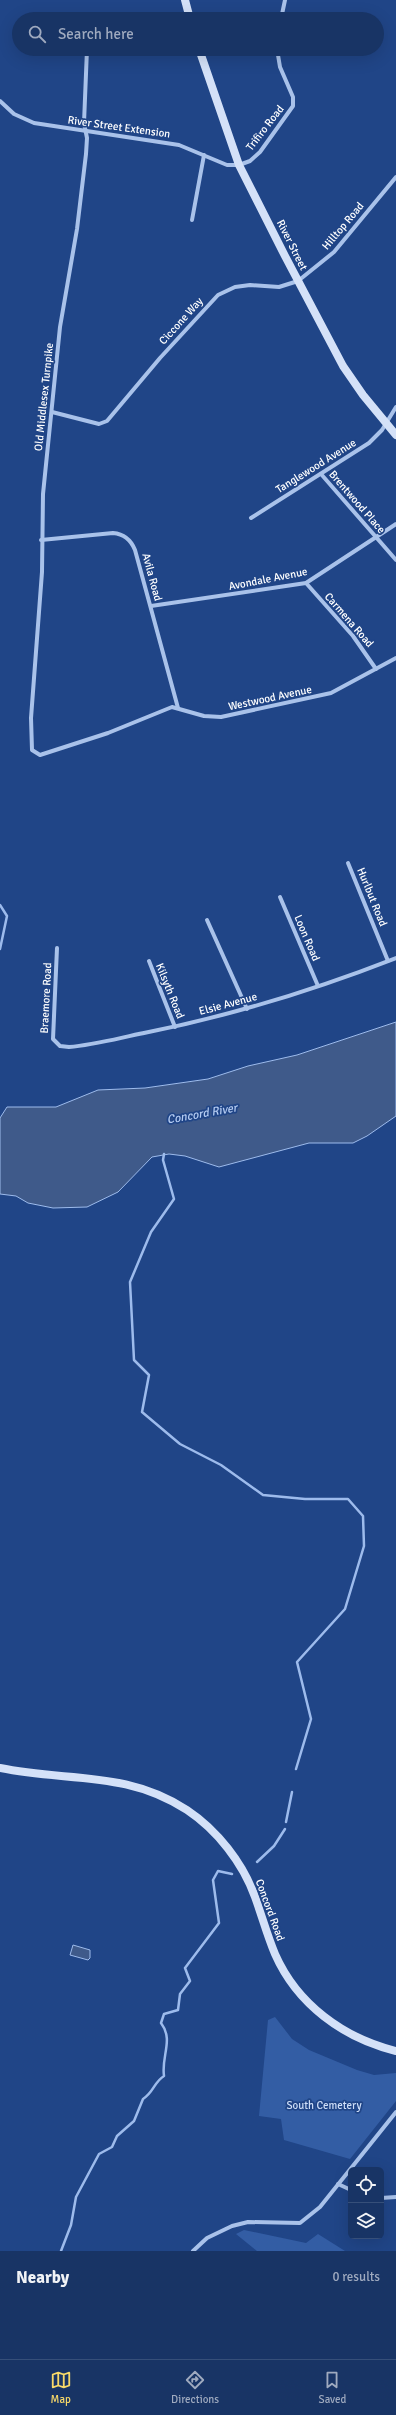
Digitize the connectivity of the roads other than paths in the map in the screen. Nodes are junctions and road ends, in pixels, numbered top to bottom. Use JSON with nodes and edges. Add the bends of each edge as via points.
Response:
{"nodes":[{"id":1,"x":185,"y":0,"type":"edge"},
{"id":2,"x":285,"y":0,"type":"edge"},
{"id":3,"x":188,"y":12,"type":"edge"},
{"id":4,"x":282,"y":12,"type":"edge"},
{"id":5,"x":87,"y":56,"type":"edge"},
{"id":6,"x":202,"y":56,"type":"edge"},
{"id":7,"x":278,"y":56,"type":"edge"},
{"id":8,"x":0,"y":101,"type":"edge"},
{"id":9,"x":86,"y":132,"type":"junction"},
{"id":10,"x":204,"y":155,"type":"junction"},
{"id":11,"x":239,"y":165,"type":"junction"},
{"id":12,"x":396,"y":177,"type":"edge"},
{"id":13,"x":192,"y":220,"type":"dead end"},
{"id":14,"x":298,"y":281,"type":"junction"},
{"id":15,"x":396,"y":407,"type":"edge"},
{"id":16,"x":52,"y":412,"type":"junction"},
{"id":17,"x":386,"y":424,"type":"junction"},
{"id":18,"x":396,"y":435,"type":"edge"},
{"id":19,"x":321,"y":474,"type":"junction"},
{"id":20,"x":250,"y":518,"type":"dead end"},
{"id":21,"x":396,"y":524,"type":"edge"},
{"id":22,"x":375,"y":536,"type":"junction"},
{"id":23,"x":41,"y":540,"type":"junction"},
{"id":24,"x":396,"y":560,"type":"edge"},
{"id":25,"x":306,"y":583,"type":"junction"},
{"id":26,"x":151,"y":606,"type":"junction"},
{"id":27,"x":396,"y":658,"type":"edge"},
{"id":28,"x":376,"y":670,"type":"junction"},
{"id":29,"x":178,"y":708,"type":"junction"},
{"id":30,"x":31,"y":748,"type":"joint"},
{"id":31,"x":348,"y":863,"type":"dead end"},
{"id":32,"x":280,"y":897,"type":"dead end"},
{"id":33,"x":208,"y":920,"type":"dead end"},
{"id":34,"x":57,"y":948,"type":"dead end"},
{"id":35,"x":396,"y":958,"type":"edge"},
{"id":36,"x":149,"y":961,"type":"dead end"},
{"id":37,"x":388,"y":961,"type":"junction"},
{"id":38,"x":318,"y":986,"type":"junction"},
{"id":39,"x":248,"y":1008,"type":"junction"},
{"id":40,"x":175,"y":1027,"type":"junction"},
{"id":41,"x":60,"y":1046,"type":"joint"},
{"id":42,"x":0,"y":1768,"type":"edge"},
{"id":43,"x":396,"y":2051,"type":"edge"},
{"id":44,"x":396,"y":2112,"type":"edge"},
{"id":45,"x":338,"y":2184,"type":"junction"},
{"id":46,"x":348,"y":2189,"type":"edge"},
{"id":47,"x":396,"y":2196,"type":"edge"},
{"id":48,"x":384,"y":2198,"type":"edge"},
{"id":49,"x":192,"y":2251,"type":"edge"}],
"edges":[{"from":1,"to":3,"type":"main road"},
{"from":2,"to":4,"type":"street"},
{"from":5,"to":9,"type":"street","name":"Old Middlesex Turnpike","via":[[84,123]]},
{"from":6,"to":11,"type":"main road","name":"River Street"},
{"from":7,"to":11,"type":"street","name":"Trifiro Road","via":[[280,67],[293,97],[293,106],[260,152],[250,161]]},
{"from":8,"to":9,"type":"street","name":"River Street Extension","via":[[25,120]]},
{"from":9,"to":10,"type":"street","name":"River Street Extension","via":[[164,142]]},
{"from":9,"to":16,"type":"street","name":"Old Middlesex Turnpike","via":[[87,144],[77,229],[60,327]]},
{"from":10,"to":11,"type":"street","name":"River Street Extension","via":[[227,165]]},
{"from":10,"to":13,"type":"street"},
{"from":11,"to":14,"type":"main road","name":"River Street"},
{"from":12,"to":14,"type":"street","name":"Hilltop Road","via":[[334,252]]},
{"from":14,"to":16,"type":"street","name":"Ciccone Way","via":[[279,287],[234,287],[218,295],[104,423]]},
{"from":14,"to":17,"type":"main road","name":"River Street","via":[[343,366]]},
{"from":15,"to":17,"type":"street","name":"Tanglewood Avenue"},
{"from":16,"to":23,"type":"street","name":"Old Middlesex Turnpike"},
{"from":17,"to":18,"type":"main road","name":"River Street"},
{"from":17,"to":19,"type":"street","name":"Tanglewood Avenue","via":[[369,443]]},
{"from":19,"to":20,"type":"street","name":"Tanglewood Avenue"},
{"from":19,"to":22,"type":"street","name":"Brentwood Place"},
{"from":21,"to":22,"type":"street","name":"Avondale Avenue"},
{"from":22,"to":24,"type":"street","name":"Brentwood Place"},
{"from":22,"to":25,"type":"street","name":"Avondale Avenue"},
{"from":23,"to":26,"type":"street","name":"Avila Road","via":[[113,533],[124,536],[130,540],[135,550]]},
{"from":23,"to":30,"type":"street","name":"Old Middlesex Turnpike","via":[[42,572],[35,649]]},
{"from":25,"to":26,"type":"street","name":"Avondale Avenue"},
{"from":25,"to":28,"type":"street","name":"Carmena Road","via":[[353,636]]},
{"from":26,"to":29,"type":"street","name":"Avila Road"},
{"from":27,"to":28,"type":"street","name":"Westwood Avenue"},
{"from":28,"to":29,"type":"street","name":"Westwood Avenue","via":[[331,693],[249,713],[209,717]]},
{"from":29,"to":30,"type":"street","name":"Westwood Avenue","via":[[166,708],[108,733],[45,754],[38,754]]},
{"from":31,"to":37,"type":"street","name":"Hurlbut Road"},
{"from":32,"to":38,"type":"street","name":"Loon Road"},
{"from":33,"to":39,"type":"street"},
{"from":34,"to":41,"type":"street","name":"Braemore Road","via":[[52,1032],[53,1039]]},
{"from":35,"to":37,"type":"street","name":"Elsie Avenue"},
{"from":36,"to":40,"type":"street","name":"Kilsyth Road"},
{"from":37,"to":38,"type":"street","name":"Elsie Avenue"},
{"from":38,"to":39,"type":"street","name":"Elsie Avenue"},
{"from":39,"to":40,"type":"street","name":"Elsie Avenue"},
{"from":40,"to":41,"type":"street","name":"Elsie Avenue","via":[[78,1046]]},
{"from":42,"to":43,"type":"main road","name":"Concord Road","via":[[115,1780],[165,1798],[188,1810],[218,1837],[235,1858],[249,1883],[276,1955],[301,1995],[321,2015],[344,2031]]},
{"from":44,"to":45,"type":"street"},
{"from":45,"to":46,"type":"street"},
{"from":45,"to":49,"type":"street","via":[[312,2215],[300,2223],[240,2223],[207,2238]]},
{"from":47,"to":48,"type":"street"}]}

__________

Scan the material above. Copy each line that holds the word "edges".

Digitize the connectivity of the roads other than paths in the map in the screen. Nodes are junctions and road ends, in pixels, numbered top to bottom. Use JSON with nodes and edges. Add the bends of each edge as via points.
"edges":[{"from":1,"to":3,"type":"main road"},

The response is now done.